Oh well, that's where I'm at. Money problems, health problems, work problems. And the wheel keeps turning. 

Sep 12

 Good morning friends! It has been quite a week since we last spoke. I made it to Cabo and ate all the things. May have mistakenly freely given my information to the black market. Them the breaks I guess. Then went to a personal finance retreat and got in a car accident on the way back. I hadn't updated my contact information with my insurance company, so I'm on pins and needles to see if they'll honor my claim. 


And I'm pretty sure I've developed allergies to whatever is in this apartment. It's DEFINITELY not heartburn making me cough. It's allergies. There is discolored mucus and lots of post nasal drip. Summarily, I'm miserable.

I did find another apartment that is making me excited but it's not available until November. Yoinks! There is a default one I could make work if I needed to -ie, if I'm near my deathbed I guess.

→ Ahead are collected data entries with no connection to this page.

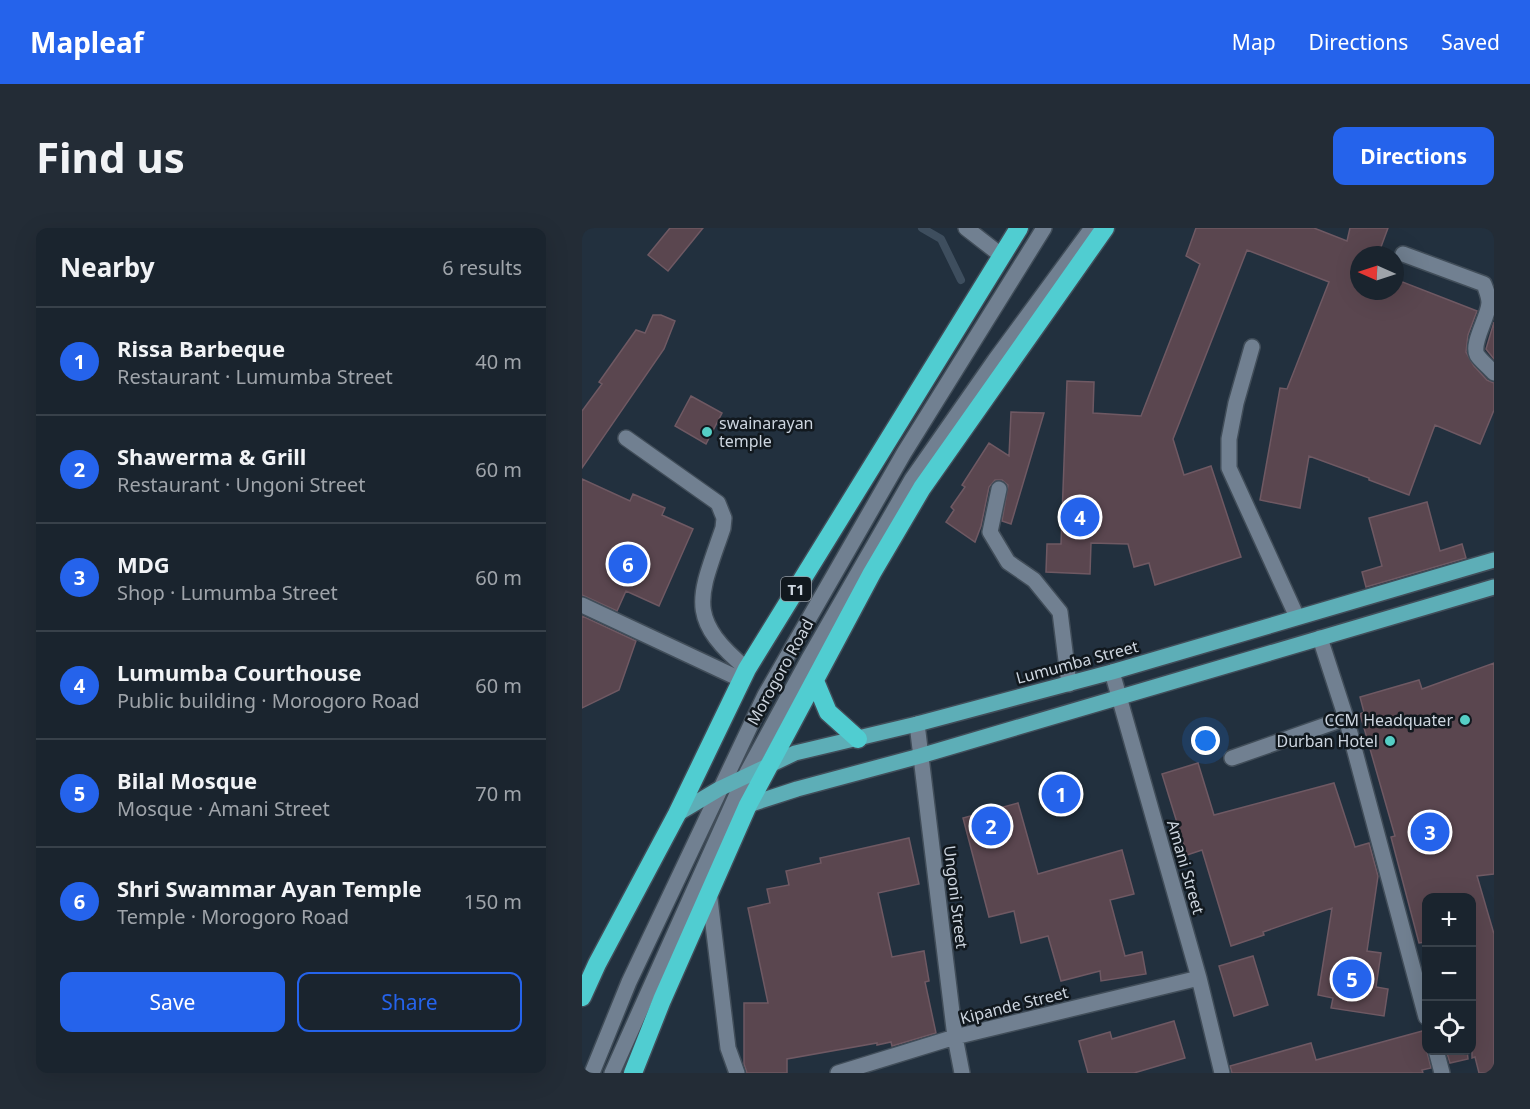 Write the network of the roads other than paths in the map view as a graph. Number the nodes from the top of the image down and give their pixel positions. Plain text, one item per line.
1 (966, 228) edge
2 (1019, 228) edge
3 (1044, 228) edge
4 (1092, 228) edge
5 (1105, 228) edge
6 (1404, 254) edge
7 (1002, 256) junction
8 (1252, 347) dead end
9 (1494, 373) edge
10 (626, 438) dead end
11 (999, 489) dead end
12 (1494, 560) edge
13 (1494, 586) edge
14 (582, 605) edge
15 (1297, 617) junction
16 (1320, 638) junction
17 (1112, 672) junction
18 (744, 674) junction
19 (815, 681) junction
20 (1070, 684) junction
21 (1119, 697) junction
22 (1346, 718) junction
23 (917, 724) junction
24 (858, 739) junction
25 (920, 756) junction
26 (1232, 758) dead end
27 (770, 764) junction
28 (745, 776) junction
29 (719, 789) junction
30 (748, 805) junction
31 (677, 814) junction
32 (709, 891) junction
33 (1199, 978) junction
34 (582, 997) edge
35 (1422, 1002) edge
36 (955, 1037) junction
37 (1437, 1055) edge
38 (592, 1073) edge
39 (612, 1073) edge
40 (633, 1073) edge
41 (737, 1073) edge
42 (838, 1073) edge
43 (962, 1073) edge
44 (1222, 1073) edge
45 (1442, 1073) edge

1 - 7 street
2 - 7 highway, Morogoro Road / T1
3 - 29 street, Morogoro Road
4 - 28 street, Morogoro Road
5 - 19 highway, Morogoro Road
6 - 9 street
7 - 18 highway, Morogoro Road / T1
8 - 15 street
10 - 18 street
11 - 20 street
12 - 15 main road, Lumumba Street
13 - 16 main road
14 - 18 street
15 - 17 main road, Lumumba Street
16 - 21 main road
16 - 22 street
17 - 20 main road, Lumumba Street
17 - 21 street, Amani Street
18 - 31 highway, Morogoro Road / T1
19 - 24 highway
19 - 27 highway, Morogoro Road
20 - 23 main road, Lumumba Street
21 - 25 main road
21 - 33 street, Amani Street
22 - 26 street
22 - 35 street
23 - 24 main road, Lumumba Street
23 - 25 street, Ungoni Street
24 - 27 main road, Lumumba Street
25 - 30 main road
25 - 36 street, Ungoni Street
27 - 28 main road, Lumumba Street
27 - 30 highway, Morogoro Road
28 - 29 main road, Lumumba Street
28 - 39 street, Morogoro Road
29 - 31 main road, Lumumba Street
29 - 38 street, Morogoro Road
30 - 32 highway, Morogoro Road
31 - 34 highway, Morogoro Road / T1
32 - 40 highway, Morogoro Road
32 - 41 street
33 - 36 street, Kipande Street
33 - 44 street, Amani Street
36 - 42 street, Kipande Street
36 - 43 street, Ungoni Street
37 - 45 street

 I went ahead and sloppily covered the most suspicious vent with dryer sheets. The aim is two fold - mask the smell, and trap whatever allergens might still be coming out of that vent. I would've preferred used dryer sheets so that the fragrance  and whatever film was on there would dissipate, but desperate times. 

It's cool outside, so I opened the windows as wide as they've ever been. Not sure what's going to happen when it gets warm again. 

I missed dance class yesterday because I was not healthy enough to go.

I don't have a car!!! It's weird because I kind of thought this day would come, and now it's here. It really sucks not having a car or a desirable place to live.

And not feeling well - my apartment is killing me!